▸ AIM OF THE TASK
Begin with the line containing "pinky pip: (115, 131)" and end with the last line of the data below; return those lines exactly, and only those.

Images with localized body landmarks
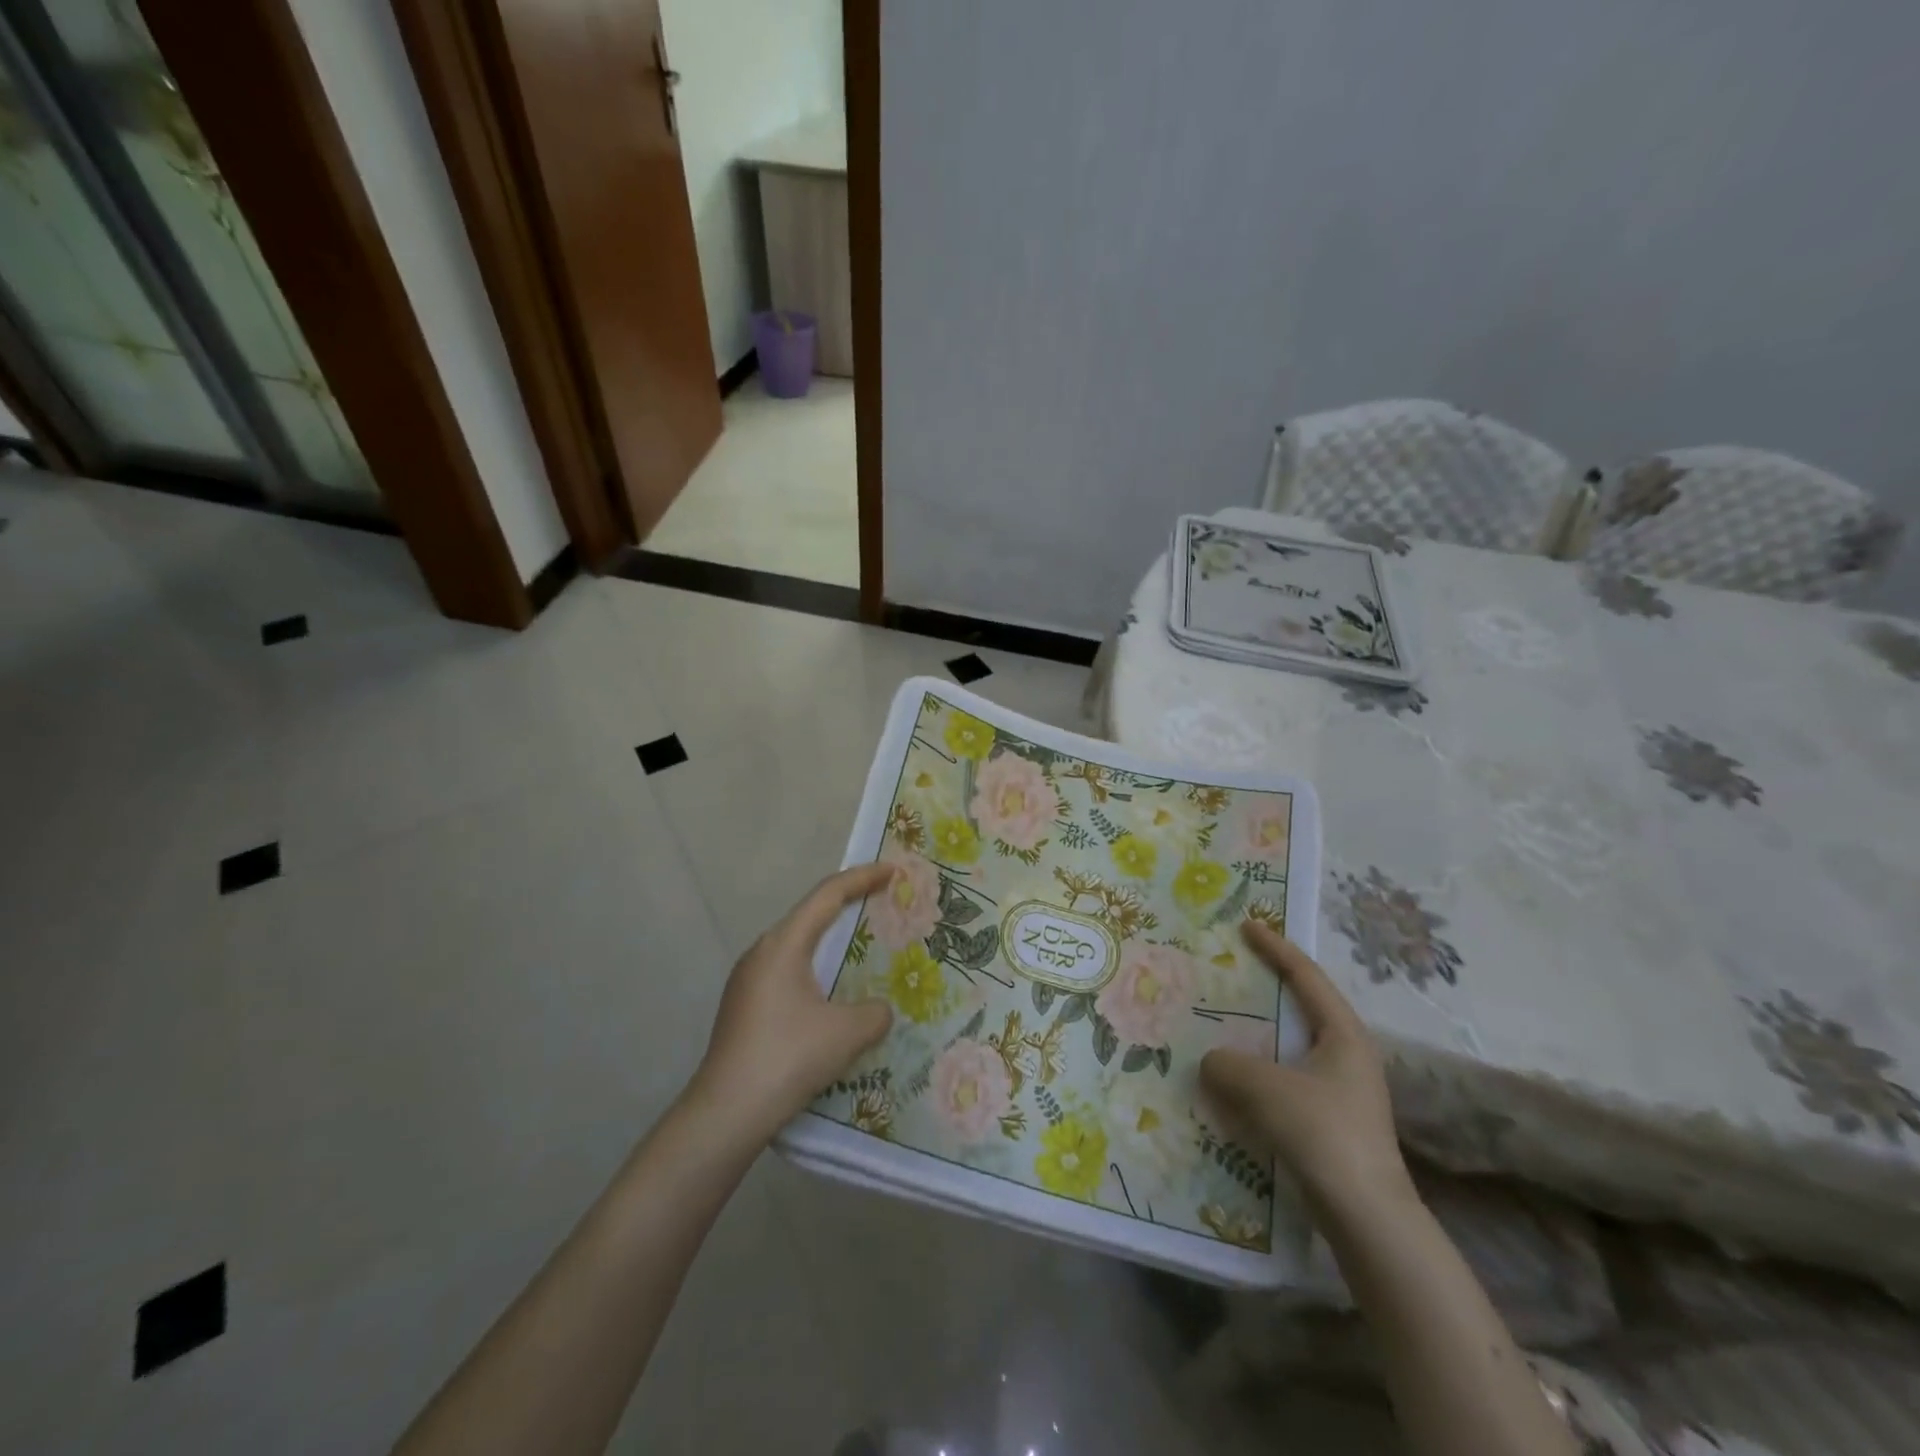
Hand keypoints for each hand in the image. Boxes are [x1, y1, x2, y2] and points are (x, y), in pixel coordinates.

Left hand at [689, 863, 895, 1141]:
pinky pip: (787, 971)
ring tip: (861, 946)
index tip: (891, 871)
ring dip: (829, 941)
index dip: (862, 878)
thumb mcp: (847, 1033)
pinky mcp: (743, 1006)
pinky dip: (815, 968)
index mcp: (784, 944)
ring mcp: (747, 980)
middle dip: (847, 905)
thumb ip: (874, 1013)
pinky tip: (830, 995)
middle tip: (881, 903)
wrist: (725, 1113)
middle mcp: (761, 952)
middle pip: (810, 915)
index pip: (827, 895)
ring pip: (797, 946)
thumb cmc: (788, 1058)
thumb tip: (878, 1010)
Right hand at [1200, 922, 1410, 1212]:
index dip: (1276, 947)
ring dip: (1258, 1035)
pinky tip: (1233, 1082)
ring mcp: (1342, 1090)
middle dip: (1267, 988)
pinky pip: (1286, 1079)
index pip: (1306, 976)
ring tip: (1223, 1024)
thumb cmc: (1323, 1135)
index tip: (1248, 925)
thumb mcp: (1266, 1089)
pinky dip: (1260, 1071)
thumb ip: (1228, 1065)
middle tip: (1232, 971)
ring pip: (1291, 1047)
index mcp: (1343, 1034)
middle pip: (1302, 1007)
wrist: (1369, 1220)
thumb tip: (1211, 1061)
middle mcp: (1347, 1055)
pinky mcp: (1331, 1121)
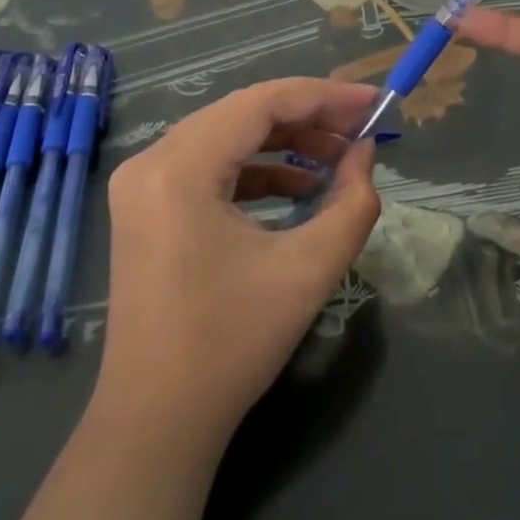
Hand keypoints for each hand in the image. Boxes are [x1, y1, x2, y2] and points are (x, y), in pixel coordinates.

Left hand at [91, 79, 381, 457]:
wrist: (156, 422)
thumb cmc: (231, 344)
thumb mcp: (308, 270)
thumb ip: (351, 201)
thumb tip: (366, 151)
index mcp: (179, 168)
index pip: (261, 103)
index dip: (325, 96)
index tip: (376, 102)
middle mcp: (151, 161)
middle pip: (243, 112)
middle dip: (309, 116)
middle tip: (362, 129)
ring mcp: (143, 183)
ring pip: (228, 135)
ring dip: (286, 142)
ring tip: (339, 159)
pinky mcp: (148, 206)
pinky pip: (210, 165)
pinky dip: (258, 169)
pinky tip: (300, 187)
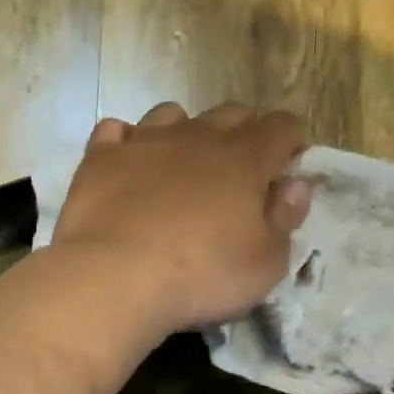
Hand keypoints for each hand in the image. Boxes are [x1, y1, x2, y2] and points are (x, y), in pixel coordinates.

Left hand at [52, 102, 310, 334]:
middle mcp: (195, 137)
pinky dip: (125, 142)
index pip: (281, 127)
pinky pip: (115, 131)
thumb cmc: (201, 276)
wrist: (114, 278)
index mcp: (244, 159)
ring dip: (183, 132)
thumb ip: (284, 221)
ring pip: (171, 114)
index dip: (289, 143)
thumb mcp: (264, 265)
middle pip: (230, 114)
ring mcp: (143, 142)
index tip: (285, 168)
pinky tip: (126, 165)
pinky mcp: (99, 159)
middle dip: (242, 133)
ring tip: (179, 166)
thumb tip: (294, 186)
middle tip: (237, 173)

▸ TASK OUTPUT
pinky pip: (115, 131)
thumb cmc: (201, 276)
wrist: (114, 278)
index mcp: (244, 159)
ring dip: (183, 132)
thumb ip: (284, 221)
ring pip: (171, 114)
index dip: (289, 143)
thumb mcp: (264, 265)
middle pip: (230, 114)
ring mcp: (143, 142)
index tip: (285, 168)
pinky tip: (126, 165)
pinky mcp: (99, 159)
middle dip: (242, 133)
ring tip: (179, 166)
thumb tip: (294, 186)
middle tip: (237, 173)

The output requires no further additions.